Wien ist bekannt für niedrige Mieten. Jetzt hat die Stadt die Regeln für Neubauten weiter verschärft - zugunsten geförderter Wohnfläche. Wie? Darüber haben wir mit unserer Korrespondentin gesprochen.
Bei künftigen Bauprojekten in Wien bleiben zwei Drittel der Fläche geförderten Wohnungen vorbehalten. Die am Donnerstag (22.11.2018) vom Wiener Landtag beschlossene Regelung sieht auch eine Nettohöchstmiete von fünf Euro pro Quadratmeter bei den geförderten Wohnungen vor. Das gilt ab einer Gesamtgröße des Wohnungsbauprojekts von 5000 Quadratmetern.
Auch die Grundstückspreise sollen gedeckelt werden.
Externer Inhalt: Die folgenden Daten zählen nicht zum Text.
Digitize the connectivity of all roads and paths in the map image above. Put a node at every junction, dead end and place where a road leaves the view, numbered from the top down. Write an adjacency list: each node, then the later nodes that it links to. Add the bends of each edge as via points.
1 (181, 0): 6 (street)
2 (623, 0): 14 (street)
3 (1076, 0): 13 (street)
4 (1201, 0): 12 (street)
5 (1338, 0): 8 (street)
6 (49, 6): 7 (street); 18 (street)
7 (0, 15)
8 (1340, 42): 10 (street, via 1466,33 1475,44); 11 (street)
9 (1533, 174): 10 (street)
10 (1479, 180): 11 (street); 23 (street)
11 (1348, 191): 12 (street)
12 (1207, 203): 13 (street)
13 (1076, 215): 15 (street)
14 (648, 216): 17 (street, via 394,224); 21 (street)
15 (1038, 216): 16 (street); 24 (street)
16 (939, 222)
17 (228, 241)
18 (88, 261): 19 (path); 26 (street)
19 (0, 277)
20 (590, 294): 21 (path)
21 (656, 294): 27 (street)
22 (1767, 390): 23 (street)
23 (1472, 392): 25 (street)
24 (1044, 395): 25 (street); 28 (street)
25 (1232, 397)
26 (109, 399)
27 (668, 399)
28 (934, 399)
Darüber haben wir mit unserer Korrespondentin Andrea Beer gesprochen. Sie erinnert an die rund hundertjährige Tradition Wiens beim öffentlichen Wohnungsbau. Anders als viele Kommunen in Deutschland hat die Stadt ihren Besitz nicht privatisiert und investiert etwa eine halbe Milliarde Euro jährlich in den öffentlichen Wohnungsbau. Die Durchschnittsnettomiete in Wien lag 2017 bei 5,70 Euro pro Quadratmeter, sagt sie.
"Wien ist die größte Hausverwaltung Europas. 220.000 Wohnungen gehören direkt der Stadt, an weiteren etwa 200.000 ist sie beteiligt. Rund 600 Millionen Euro fließen jedes Jahr in den sozialen Wohnungsbau."
In Wien gibt es Mietwohnungen für unter zehn Euro pro Quadratmeter. Das geht aus dieser Mietstatistik hervor. Die Statistik von immopreise.at legt nahe, dass die Preise für Neuvermietungen bei etwa 13,- Euro pro Quadratmeter beginnen.
Ein einzigartiges Modell
Angebote für Gemeindewohnungen lassen sich jetzt (Stand November 2018) auch noch im Bereich von knapp sieben Euro pro Quadratmeter finden. Allerdings teilweise mit Ablösesummen im dreistelligen Eurobereich. Für Gemeindewohnungen ist ein Wohn-Ticket – manchmal auch Vormerkschein genannt – nötig.
"Das Modell Wien kann man nicht einfach auf Frankfurt, Berlin oder München übertragen. Hier gibt es die berühmten Gemeindebauten – für Menschen mit einem Jahreseinkommen bis 44.000 Euro."
Der Österreichische Haus- und Grundbesitzerbund kritisiert, damit werde die regen Bautätigkeit in Wien unterbunden. Viele Projekte würden sich nun nicht mehr rechnen, erklärte die Wirtschaftskammer.
Aktuell seien von der Neuregelung etwa 10.000 bis 15.000 geplante Wohnungen betroffen, die keine Baugenehmigung haben, aber in Vorbereitung seien. Bisher war bei Neubauprojekten jeweils die Hälfte der Fläche als sozialer Wohnungsbau auszuweisen.
Eine halbe Million geförderter Wohnungen
Das rot-grün regierte Wien wächst pro Jahr um etwa 30.000 Bürger und dürfte in wenigen Jahren wieder rund zwei Millionen Einwohner haben. Schon jetzt leben in der österreichischen Hauptstadt rund 500.000 Menschen in geförderten Wohnungen – bei 1,88 Millionen Einwohnern insgesamt (Stand Januar 2018).